Le voci che prima erano ritenute scarsamente importanti, come la robusta crescita dell’economia asiatica e un temporaneo aumento della domanda di automobili, vengono ora ritenuti un segno di cambiamento irreversibile, mentre vengono messi in secondo piano i dati sul deficit pubblico e sulla disoccupazione, che tanto pesano ancora sul futuro dell’economia americana.
Non importa se un temporaneo aumento dei consumi è stato sufficiente per espandere il deficit della bilancia commerciale a 39,7 miliardi di dollari nel solo mese di marzo e nemmeno se il deficit pubblico rimane a livelli stratosferici, in fondo non molto lontani da quelli greci. Il fatto che il consumatore stia ricominciando a entrare nei negozi e che le prospettive politiche del Paese si siano almeno temporaneamente stabilizzate spingono a prevedere l’inizio di una migliore prospettiva sia del futuro economico che di quello politico.

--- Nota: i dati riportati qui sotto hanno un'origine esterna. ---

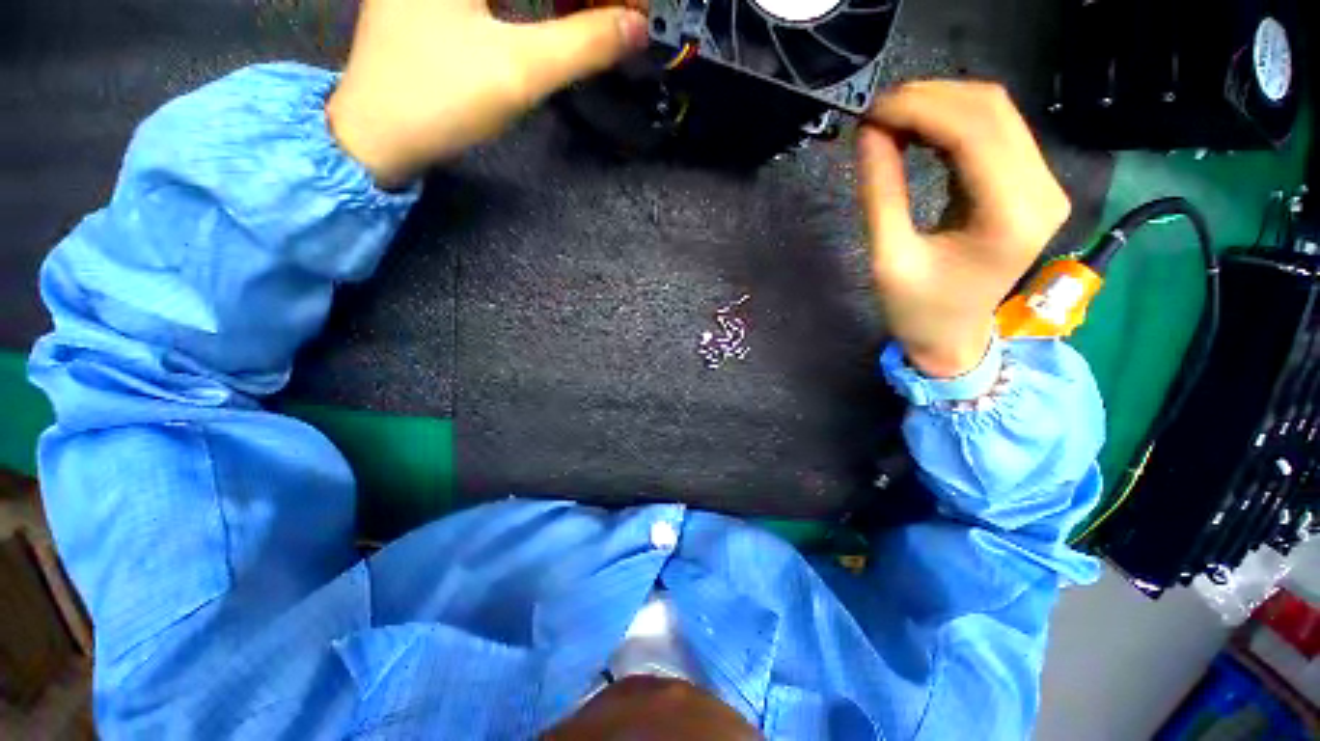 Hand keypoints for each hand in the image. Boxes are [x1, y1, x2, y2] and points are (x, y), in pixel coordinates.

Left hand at [327, 0, 648, 185]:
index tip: (628, 12)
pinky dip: (537, 5)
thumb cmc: (440, 97)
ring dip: (562, 2)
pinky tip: (557, 17)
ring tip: (594, 20)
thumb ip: (583, 44)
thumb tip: (637, 28)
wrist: (377, 133)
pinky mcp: (439, 1)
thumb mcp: (519, 70)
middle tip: (616, 19)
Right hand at [857, 81, 1069, 376]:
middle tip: (875, 114)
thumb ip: (881, 192)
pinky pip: (995, 133)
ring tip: (890, 121)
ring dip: (939, 106)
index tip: (870, 112)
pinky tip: (918, 133)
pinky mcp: (1029, 185)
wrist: (953, 338)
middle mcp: (1041, 190)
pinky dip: (952, 124)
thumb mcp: (889, 257)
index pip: (972, 131)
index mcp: (1010, 216)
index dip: (919, 109)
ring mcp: (1042, 185)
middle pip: (991, 110)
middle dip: (928, 99)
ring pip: (995, 113)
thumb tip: (869, 133)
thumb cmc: (918, 311) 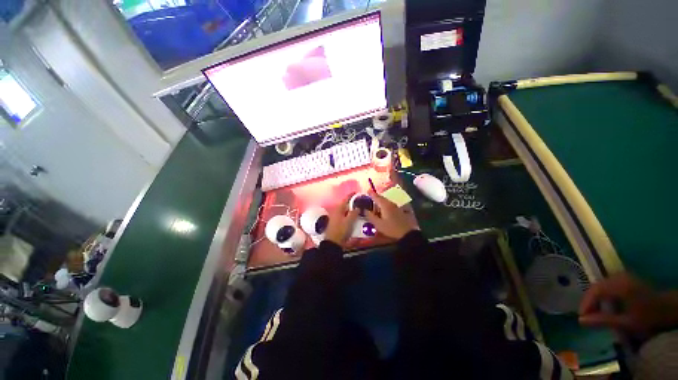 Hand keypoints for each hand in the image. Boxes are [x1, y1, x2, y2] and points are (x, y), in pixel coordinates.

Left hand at [324, 194, 359, 245]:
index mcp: (339, 209)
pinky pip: (344, 215)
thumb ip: (354, 213)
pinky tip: (354, 217)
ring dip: (351, 209)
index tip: (357, 192)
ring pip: (344, 210)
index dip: (351, 195)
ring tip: (359, 209)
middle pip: (345, 204)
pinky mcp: (336, 222)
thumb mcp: (349, 221)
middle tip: (360, 202)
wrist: (332, 243)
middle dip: (352, 202)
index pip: (345, 199)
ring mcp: (335, 217)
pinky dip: (349, 214)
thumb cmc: (341, 231)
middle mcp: (336, 211)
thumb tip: (357, 207)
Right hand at [364, 190, 417, 239]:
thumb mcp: (378, 224)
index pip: (376, 197)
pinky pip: (390, 205)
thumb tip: (364, 210)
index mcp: (385, 205)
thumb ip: (370, 216)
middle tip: (370, 199)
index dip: (371, 193)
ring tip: (375, 207)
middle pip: (382, 198)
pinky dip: (385, 206)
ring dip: (380, 203)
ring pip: (386, 202)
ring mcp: (396, 207)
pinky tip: (383, 212)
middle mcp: (391, 203)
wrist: (407, 233)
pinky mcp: (400, 211)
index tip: (367, 190)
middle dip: (375, 198)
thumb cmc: (391, 228)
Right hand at [579, 273, 677, 337]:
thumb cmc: (647, 317)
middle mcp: (617, 277)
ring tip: (594, 311)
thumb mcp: (626, 323)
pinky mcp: (624, 278)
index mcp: (618, 286)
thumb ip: (603, 320)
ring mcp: (621, 276)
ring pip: (601, 286)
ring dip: (595, 298)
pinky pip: (607, 284)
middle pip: (597, 287)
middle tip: (586, 315)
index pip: (594, 291)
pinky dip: (602, 295)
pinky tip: (604, 304)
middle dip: (590, 301)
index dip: (586, 304)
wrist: (666, 307)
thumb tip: (580, 320)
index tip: (581, 317)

Personalmente rimango ancora prudente sulla definitiva uscita dalla crisi dell’economia americana e altrettanto consapevole delle difficoltà della politica estera (soprattutto per quanto riguarda il Medio Oriente) tuttavia non posso che prendere atto con favore del grande cambiamento delle aspettative che si è manifestato in soli due mesi. Non ci resta che sperare che queste previsioni diventino davvero una realtà e che Obama, se non nato a Betlemme, sia almeno nato nei pressi.